In June and July 2020, due to the COVID-19 pandemic economic downturn, six Lufthansa Boeing 747-400 aircraft arrived at Twente Airport for storage. In October 2020 Lufthansa decided to remove three of the aircraft for scrapping in California but it was discovered that, while local environmental regulations permitted the arrival of large aircraft it did not permit them to take off again. After negotiation a limited exemption from the regulation was agreed and Lufthansa planned to fly the aircraft out, over a period of time, with the last aircraft to leave before July 2021.

On 18 April 2021, the airport was the site of the NN Mission Marathon won by Eliud Kipchoge in 2:04.30. The race was originally scheduled for April 11 in Hamburg but postponed because of Covid-19 restrictions before being relocated to ENS.

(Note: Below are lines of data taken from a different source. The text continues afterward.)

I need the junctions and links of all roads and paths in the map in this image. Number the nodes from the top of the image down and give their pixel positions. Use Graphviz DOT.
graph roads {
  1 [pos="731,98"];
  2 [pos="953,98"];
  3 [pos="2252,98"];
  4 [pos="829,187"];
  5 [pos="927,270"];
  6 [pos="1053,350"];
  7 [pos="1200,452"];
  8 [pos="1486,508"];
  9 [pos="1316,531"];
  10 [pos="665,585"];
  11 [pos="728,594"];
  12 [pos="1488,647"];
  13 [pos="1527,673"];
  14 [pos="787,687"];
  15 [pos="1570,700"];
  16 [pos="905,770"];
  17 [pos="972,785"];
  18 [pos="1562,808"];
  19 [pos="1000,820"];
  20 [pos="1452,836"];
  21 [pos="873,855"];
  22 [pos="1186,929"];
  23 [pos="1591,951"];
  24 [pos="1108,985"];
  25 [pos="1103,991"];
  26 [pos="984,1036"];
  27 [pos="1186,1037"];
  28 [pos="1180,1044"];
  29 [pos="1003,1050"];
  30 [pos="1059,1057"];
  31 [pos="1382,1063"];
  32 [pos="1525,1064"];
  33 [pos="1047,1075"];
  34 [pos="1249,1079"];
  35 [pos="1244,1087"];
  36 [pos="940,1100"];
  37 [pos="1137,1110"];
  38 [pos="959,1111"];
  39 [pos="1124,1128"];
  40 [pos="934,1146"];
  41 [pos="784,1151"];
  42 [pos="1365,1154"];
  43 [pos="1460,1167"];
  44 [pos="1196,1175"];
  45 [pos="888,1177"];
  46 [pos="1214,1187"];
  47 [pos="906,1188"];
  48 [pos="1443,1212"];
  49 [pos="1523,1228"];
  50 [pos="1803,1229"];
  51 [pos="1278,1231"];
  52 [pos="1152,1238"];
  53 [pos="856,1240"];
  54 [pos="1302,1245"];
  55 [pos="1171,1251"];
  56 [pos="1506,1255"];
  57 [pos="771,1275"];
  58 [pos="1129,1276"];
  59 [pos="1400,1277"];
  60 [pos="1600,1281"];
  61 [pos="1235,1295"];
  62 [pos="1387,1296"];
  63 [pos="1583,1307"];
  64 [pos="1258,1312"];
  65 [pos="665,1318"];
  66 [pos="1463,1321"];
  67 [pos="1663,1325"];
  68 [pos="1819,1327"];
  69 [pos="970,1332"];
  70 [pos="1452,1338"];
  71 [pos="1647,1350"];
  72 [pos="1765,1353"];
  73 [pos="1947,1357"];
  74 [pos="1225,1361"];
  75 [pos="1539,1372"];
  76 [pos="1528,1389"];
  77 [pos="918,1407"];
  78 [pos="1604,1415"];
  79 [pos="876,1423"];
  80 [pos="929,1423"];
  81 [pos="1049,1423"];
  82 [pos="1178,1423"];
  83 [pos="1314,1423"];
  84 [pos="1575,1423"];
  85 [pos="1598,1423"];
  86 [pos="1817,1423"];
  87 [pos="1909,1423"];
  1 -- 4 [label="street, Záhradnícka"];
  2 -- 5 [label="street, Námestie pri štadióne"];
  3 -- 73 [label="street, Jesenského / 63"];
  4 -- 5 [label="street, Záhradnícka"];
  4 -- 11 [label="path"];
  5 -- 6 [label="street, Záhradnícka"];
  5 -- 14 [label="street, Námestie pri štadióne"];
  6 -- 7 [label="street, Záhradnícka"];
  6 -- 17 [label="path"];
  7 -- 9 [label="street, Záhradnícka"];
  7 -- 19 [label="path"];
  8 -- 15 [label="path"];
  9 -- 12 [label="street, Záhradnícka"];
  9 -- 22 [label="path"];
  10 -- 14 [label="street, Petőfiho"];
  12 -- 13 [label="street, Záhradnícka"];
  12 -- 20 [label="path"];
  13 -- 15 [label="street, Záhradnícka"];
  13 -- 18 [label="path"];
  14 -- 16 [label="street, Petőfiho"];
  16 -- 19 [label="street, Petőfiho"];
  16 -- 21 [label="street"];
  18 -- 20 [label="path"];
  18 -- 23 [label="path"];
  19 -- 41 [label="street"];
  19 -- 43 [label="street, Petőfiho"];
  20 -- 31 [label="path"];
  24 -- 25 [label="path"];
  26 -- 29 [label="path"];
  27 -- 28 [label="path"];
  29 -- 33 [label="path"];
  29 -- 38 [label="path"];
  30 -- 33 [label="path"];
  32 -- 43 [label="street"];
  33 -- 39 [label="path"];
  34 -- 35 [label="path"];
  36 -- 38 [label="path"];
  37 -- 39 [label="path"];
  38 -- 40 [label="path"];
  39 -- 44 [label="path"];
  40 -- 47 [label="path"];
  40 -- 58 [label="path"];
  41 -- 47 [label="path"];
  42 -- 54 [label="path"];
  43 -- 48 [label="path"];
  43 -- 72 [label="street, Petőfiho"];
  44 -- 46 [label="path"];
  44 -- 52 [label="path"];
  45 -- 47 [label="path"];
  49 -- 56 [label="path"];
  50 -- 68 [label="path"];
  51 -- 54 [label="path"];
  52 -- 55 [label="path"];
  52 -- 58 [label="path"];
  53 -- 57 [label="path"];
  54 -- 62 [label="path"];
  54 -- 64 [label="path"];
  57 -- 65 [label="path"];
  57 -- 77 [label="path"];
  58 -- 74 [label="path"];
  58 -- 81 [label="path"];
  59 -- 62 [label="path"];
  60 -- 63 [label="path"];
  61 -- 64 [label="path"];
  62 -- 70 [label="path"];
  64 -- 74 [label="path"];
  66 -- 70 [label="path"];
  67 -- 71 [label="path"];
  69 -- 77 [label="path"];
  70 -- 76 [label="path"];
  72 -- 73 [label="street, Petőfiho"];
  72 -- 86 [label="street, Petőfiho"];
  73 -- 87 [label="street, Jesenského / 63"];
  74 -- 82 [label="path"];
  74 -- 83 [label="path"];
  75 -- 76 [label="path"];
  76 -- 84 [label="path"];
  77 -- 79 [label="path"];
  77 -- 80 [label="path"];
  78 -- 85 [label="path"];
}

Besides the storage and scrapping of aircraft, the airport also worked to establish themselves as an aviation technology hub under the name Technology Base. As an example of this, in September and October of 2021, the airport was used as part of a research project to explore changes to how aircraft approach airports in order to reduce noise and emissions. After several aircraft previously operated by Alitalia were flown to the airport by their owner Nordic Aviation Capital, the company responsible for their maintenance, Direct Maintenance, decided to start aircraft maintenance operations at the airport and started renting office and hangar space in October of 2021.

==Airlines and destinations==
Currently there are no scheduled flights from and to Twente Airport. Historical destinations include charter flights to Las Palmas, Antalya, Palma de Mallorca, Faro and Heraklion. In the past, KLM Cityhopper has operated shuttle flights twice daily to Schiphol.

Former Charter Airlines are Transavia (Faro, Mallorca, Las Palmas, Bodrum, Antalya, Dalaman) with a Boeing 737-800, Inter Airlines (Antalya) with an Airbus A321. Thomas Cook Airlines (Lourdes) with an Airbus A320. Jetairfly (Lourdes) with a Boeing 737-400.
In the year 2005, the airport carried 65,079 passengers, and there were 1050 aircraft movements.

==Ground transport==
Twente Airport is not accessible to the public and there are subsequently no public transport links. The former passenger terminal is still accessible by car via the nearby A1 motorway, exit 33. The car park is adjacent to the terminal and free of charge.